The Company's Dividend Investment Scheme will apply to this dividend (see page 3).
This payment will be in addition to the final dividend of 4.0 pence per share in respect of the year ended 30 September 2013, paid to shareholders on 12 March 2014.
Cumulative dividends per share paid to date amount to 44.5 pence (pre-merger: 0.5 pence; post-merger: 44.0 pence) for the current share class. This figure will increase to 50.5 pence per share following the payment of the above interim dividend.

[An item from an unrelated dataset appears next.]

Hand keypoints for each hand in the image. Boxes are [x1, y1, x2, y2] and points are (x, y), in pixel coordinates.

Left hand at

The Company's Dividend Investment Scheme ("the Scheme") is a convenient, easy and cost effective way for shareholders to build up their shareholding in the Company. Instead of receiving cash dividends they can elect to receive new shares in the Company. By opting to receive their dividend in this manner, there are three benefits to shareholders:
Shareholders wishing to join the Scheme should submit a mandate form to Capita Asset Services, the Scheme Administrator, by no later than 18 June 2014, to ensure that they receive the above dividend as shares. Further information on the Scheme, including details of where to obtain an application form can be found in Shareholder Information on page 22.
I am pleased to report that the 2013/14 Mobeus VCTs' Linked Offer for Subscription to raise, in aggregate, £34 million ("the Offer") was well received. The Company has raised £8.4 million as its share of the £33.4 million in subscriptions received to date by the four VCTs.

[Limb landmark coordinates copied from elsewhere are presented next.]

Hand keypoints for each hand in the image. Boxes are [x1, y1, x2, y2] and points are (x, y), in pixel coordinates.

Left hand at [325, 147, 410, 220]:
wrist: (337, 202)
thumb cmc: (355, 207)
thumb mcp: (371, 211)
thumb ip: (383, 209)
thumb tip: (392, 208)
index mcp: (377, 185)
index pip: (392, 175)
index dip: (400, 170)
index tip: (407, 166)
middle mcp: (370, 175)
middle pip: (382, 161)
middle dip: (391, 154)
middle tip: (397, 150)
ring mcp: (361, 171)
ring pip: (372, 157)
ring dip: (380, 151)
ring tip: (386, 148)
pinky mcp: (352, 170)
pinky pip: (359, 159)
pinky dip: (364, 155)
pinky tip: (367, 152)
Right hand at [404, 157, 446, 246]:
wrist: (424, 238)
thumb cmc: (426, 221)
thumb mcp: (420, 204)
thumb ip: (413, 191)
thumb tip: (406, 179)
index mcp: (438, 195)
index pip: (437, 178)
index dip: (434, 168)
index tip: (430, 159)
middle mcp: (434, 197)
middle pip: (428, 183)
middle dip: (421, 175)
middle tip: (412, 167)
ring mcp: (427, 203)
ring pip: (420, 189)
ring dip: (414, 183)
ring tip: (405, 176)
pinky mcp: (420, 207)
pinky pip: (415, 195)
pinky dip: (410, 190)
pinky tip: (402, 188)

A total of 6,587,245 new shares in the Company have been allotted under the Offer, which has been extended to 30 May 2014, of which 4,787,229 shares were allotted in the six months to 31 March 2014.
The Board continues to monitor credit risk in respect of its cash balances and to prioritise the security and protection of the Company's capital. Cash and liquidity fund balances as at 31 March 2014 amounted to £24.2 million. This figure includes £12.8 million held in money market funds with AAA credit ratings and £11.4 million held in deposit accounts with a number of well-known financial institutions across a range of maturities. In addition, a further £2.7 million remains invested in two acquisition vehicles pending further investment at the period-end.
During the six months ended 31 March 2014, the Company bought back 225,938 (2013: 512,465) shares (representing 0.4% (2013: 1.1%) of the shares in issue at the beginning of the period) at a total cost of £228,381 (2013: £495,903), inclusive of expenses. These shares were subsequently cancelled by the Company.
The Board regularly reviews its buyback policy and seeks to maintain the discount to NAV at which the Company's shares trade at around 10% below the latest published NAV. This has been largely achieved in the period.
May I remind you that the Company continues to have its own website which is available at
www.incomeandgrowthvct.co.uk.
The Investment Manager ("Adviser") held its fourth annual Shareholder Workshop in January 2014. The workshop provided a forum for around 160 Mobeus VCT shareholders to hear presentations from the Adviser and to learn more about the investment activity in greater depth from the managing director and chairman respectively of two diverse companies, Gro-Group and Newquay Helicopters.
We have seen clear signs of improvement in the outlook for the UK economy since the year-end. Some business surveys reveal a cautious optimism in the corporate sector and the Office for Budget Responsibility and the CBI are currently forecasting growth of 2.7% and 3.0%, respectively for 2014. Against this more optimistic tone, other commentators are concerned about how solid such a recovery will be in the medium term, while others argue that interest rates should be raised sooner rather than later to prevent parts of the economy from overheating. Whilst conscious of the possibility of shocks to the economic revival now underway, the Board and the Adviser believe that, on balance, this recovery will be sustainable with inflation remaining low and interest rates beginning to increase only slowly from the end of this year.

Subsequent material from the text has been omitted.